Depuis la récente sortie de la version 2.0 de FireFox, une polémique resurgit autour de la fondation Mozilla : elle aurait touché des dizaines de millions de dollars. Rappelons d’abord l’historique. La fondation Mozilla est une association a but non lucratif, issue de l’échec du rachat de Netscape (Communicator doit rappeler quelque chose à ceux qui se rasent depuis quelques années...) par AOL. La soixantaine d’employés laissés sur le carreau par AOL décide d’utiliser leur chèque de départ pour créer la fondation et développent parallèlement leurs deux outils phares : FireFox et Thunderbird. Les donations et le mécénat (AOL, IBM, Red Hat, Sun, ...) sont les seules ressources. Afin de se rapprocher d’un cadre juridique plus propice au commerce la fondation a créé en août 2005 la société sans actionnaire ‘Mozilla Corporation’ en Californie, tout en affirmant continuer de travailler pour le seul bénéfice des utilisateurs.
Depuis cette année, grâce à la faiblesse ou au peu de fiabilité de ses concurrents, l’utilisation croissante de FireFox a généré des ressources importantes pour Mozilla. On parle de plus de 72 millions de dollars (les comptes exacts seront connu ce mois) versés par Google, Yahoo, EBay ou Amazon. Le simple fait de cliquer sur un lien sponsorisé après une recherche dans le moteur intégré de FireFox (redirigé vers Google ou Yahoo) génère une rentrée d’argent.
Grâce à cette manne, Mozilla a lancé plusieurs opérations :
publicités dans des média traditionnels
programme de recherche de bugs (500$ par faille)
augmentation des effectifs
projet de rémunération de la communauté de développeurs à travers le monde.
Face à l’exemple du rapprochement récent de Novell et de Microsoft, des moyens financiers indépendants des actionnaires sont la seule garantie de l’indépendance de la fondation.

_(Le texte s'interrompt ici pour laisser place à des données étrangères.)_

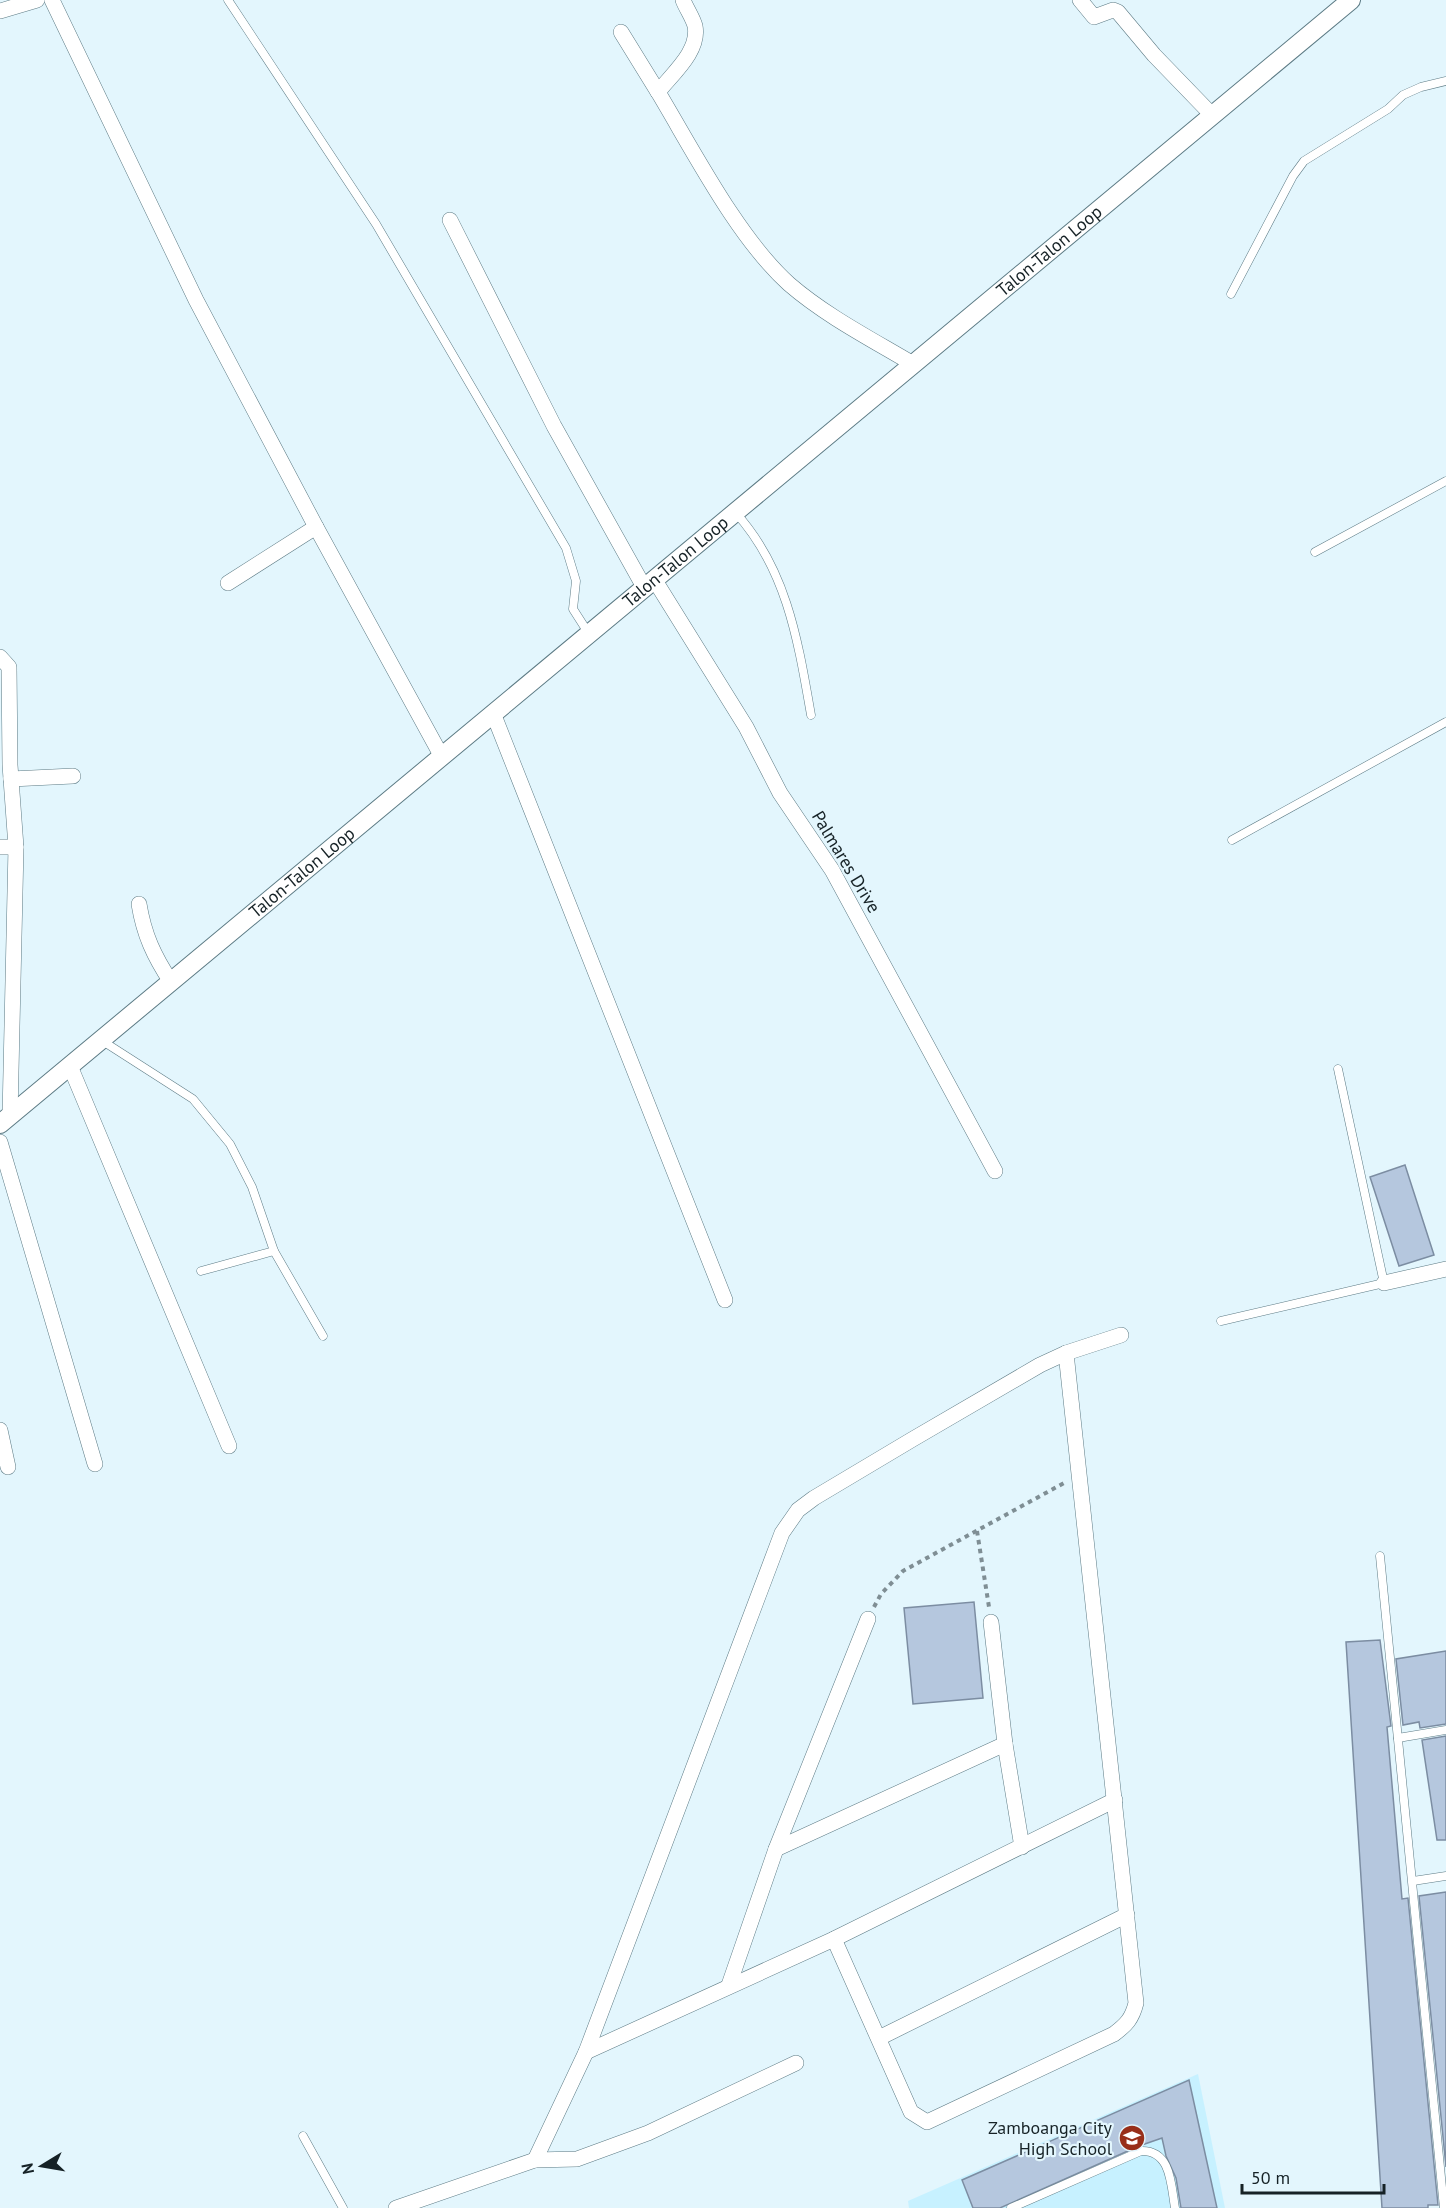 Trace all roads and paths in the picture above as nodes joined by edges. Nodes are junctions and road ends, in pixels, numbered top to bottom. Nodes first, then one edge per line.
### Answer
1 (37, 0) edge
2 (52, 0) edge
3 (228, 0) edge
4 (682, 0) edge
5 (1080, 0) edge
6 (1351, 0) edge
7 (0, 10) edge
8 (621, 32) dead end
9 (1446, 81) edge
10 (658, 92) junction
11 (1212, 115) junction
12 (450, 220) dead end
13 (1231, 294) dead end
14 (913, 364) junction
15 (1446, 481) edge
16 (734, 511) junction
17 (316, 527) junction
18 (1315, 552) dead end
19 (649, 583) junction
20 (228, 584) dead end
21 (588, 633) junction
22 (0, 657) edge
23 (493, 713) junction
24 (811, 715) dead end
25 (1446, 722) edge
26 (442, 757) junction
27 (73, 776) dead end
28 (11, 779) junction
29 (1232, 840) dead end
30 (0, 847) edge
31 (16, 847) junction
32 (139, 904) dead end
33 (171, 982) junction
34 (101, 1040) junction
35 (70, 1066) junction
36 (1338, 1068) dead end
37 (5, 1120) edge
38 (0, 1142) edge
39 (995, 1171) dead end
40 (274, 1251) junction
41 (1446, 1269) edge
42 (201, 1271) dead end
43 (1384, 1283) junction
44 (725, 1300) dead end
45 (1221, 1321) dead end
46 (1121, 1335) dead end
47 (323, 1336) dead end
48 (1066, 1353) junction
49 (0, 1430) edge
50 (229, 1446) dead end
51 (95, 1464) dead end
52 (8, 1467) dead end
53 (1078, 1475) junction
54 (977, 1531) junction
55 (1380, 1556) dead end
56 (868, 1619) joint
57 (991, 1622) joint
58 (1446, 1730) edge
59 (1398, 1738) junction
60 (1005, 1744) junction
61 (1115, 1800) junction
62 (1022, 1847) junction
63 (776, 1849) junction
64 (1446, 1876) edge
65 (1413, 1881) junction
66 (1127, 1915) junction
67 (834, 1939) junction
68 (729, 1985) junction
69 (879, 2038) junction
70 (585, 2052) junction
71 (796, 2063) dead end
72 (303, 2136) dead end
73 (535, 2160) junction
74 (343, 2208) edge
75 (396, 2208) edge
76 (1011, 2208) edge
77 (1175, 2208) edge
78 (1444, 2208) edge

1 - 7 street
2 - 17 street
3 - 21 lane
4 - 10 street
5 - 11 street
6 - 11 street, Talon-Talon Loop
8 - 10 street
9 - 13 lane
10 - 14 street
11 - 14 street, Talon-Talon Loop
12 - 19 street, Palmares Drive
14 - 16 street, Talon-Talon Loop
15 - 18 lane
16 - 19 street, Talon-Talon Loop
16 - 24 lane
17 - 20 street
17 - 26 street
19 - 21 street, Talon-Talon Loop
19 - 39 street, Palmares Drive
21 - 23 street, Talon-Talon Loop
22 - 28 street
23 - 26 street, Talon-Talon Loop
23 - 44 street
25 - 29 lane
26 - 33 street, Talon-Talon Loop
27 - 28 street
28 - 31 street
30 - 31 street
31 - 37 street
32 - 33 street
33 - 34 street, Talon-Talon Loop
34 - 35 street, Talon-Talon Loop
34 - 40 lane
35 - 37 street, Talon-Talon Loop
35 - 50 street
36 - 43 lane
38 - 51 street
40 - 42 lane
40 - 47 lane
41 - 43 street
43 - 45 lane
46 - 48 street
48 - 53 street
48 - 70 street
49 - 52 street
53 - 54 path
53 - 61 street
54 - 56 path
54 - 57 path
55 - 59 lane
56 - 63 street
57 - 60 street
58 - 59 lane
59 - 65 lane
60 - 62 street
60 - 63 street
61 - 62 street
61 - 66 street
62 - 67 street
63 - 68 street
64 - 65 lane
65 - 78 lane
66 - 69 street
66 - 69 street
67 - 68 street
67 - 69 street
68 - 70 street
70 - 73 street
71 - 73 street
72 - 74 lane
73 - 75 street
76 - 77 lane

Pour la partie européenne de Mozilla, l’association (de type 1901) a été créée en 2004 et regroupe essentiellement des bénévoles. Seuls trois permanents sont rémunérés par la fondation. Doit-on y voir un décalage de valeurs entre le nouveau et le vieux continent ? Est-ce que pour nous, vieux Européens, il est grossier de mélanger logiciels libres et business ?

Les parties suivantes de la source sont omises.